**EXERCISE DIRECTIONS**
Copy each line of the records below that has "street" in it.

[Stored items]
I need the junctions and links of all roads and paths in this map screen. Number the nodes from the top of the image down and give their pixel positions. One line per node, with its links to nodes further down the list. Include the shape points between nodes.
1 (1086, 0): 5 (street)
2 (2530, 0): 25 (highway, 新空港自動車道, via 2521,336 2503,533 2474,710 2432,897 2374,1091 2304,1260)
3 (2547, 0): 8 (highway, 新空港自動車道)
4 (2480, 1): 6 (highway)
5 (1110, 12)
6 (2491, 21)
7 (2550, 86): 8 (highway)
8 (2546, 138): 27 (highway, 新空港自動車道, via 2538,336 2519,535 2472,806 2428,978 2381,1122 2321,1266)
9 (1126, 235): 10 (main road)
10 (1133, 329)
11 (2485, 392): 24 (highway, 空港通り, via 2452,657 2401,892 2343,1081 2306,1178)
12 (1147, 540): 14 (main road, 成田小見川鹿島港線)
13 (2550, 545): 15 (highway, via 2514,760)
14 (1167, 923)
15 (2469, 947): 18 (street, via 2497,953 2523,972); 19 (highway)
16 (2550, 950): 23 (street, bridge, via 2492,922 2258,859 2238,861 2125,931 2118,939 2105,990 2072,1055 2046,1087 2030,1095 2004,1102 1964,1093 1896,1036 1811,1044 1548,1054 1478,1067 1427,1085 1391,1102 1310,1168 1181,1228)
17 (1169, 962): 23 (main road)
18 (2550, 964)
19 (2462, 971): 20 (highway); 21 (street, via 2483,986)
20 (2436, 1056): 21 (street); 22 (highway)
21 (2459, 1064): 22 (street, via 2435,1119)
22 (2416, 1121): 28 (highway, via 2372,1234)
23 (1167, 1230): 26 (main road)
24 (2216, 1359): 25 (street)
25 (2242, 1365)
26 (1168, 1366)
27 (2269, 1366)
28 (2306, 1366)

**COMPLETED TASK**
1 (1086, 0): 5 (street)
15 (2469, 947): 18 (street, via 2497,953 2523,972); 19 (highway)
16 (2550, 950): 23 (street, bridge, via 2492,922 2258,859 2238,861 2125,931 2118,939 2105,990 2072,1055 2046,1087 2030,1095 2004,1102 1964,1093 1896,1036 1811,1044 1548,1054 1478,1067 1427,1085 1391,1102 1310,1168 1181,1228)
19 (2462, 971): 20 (highway); 21 (street, via 2483,986)
20 (2436, 1056): 21 (street); 22 (highway)
21 (2459, 1064): 22 (street, via 2435,1119)
24 (2216, 1359): 25 (street)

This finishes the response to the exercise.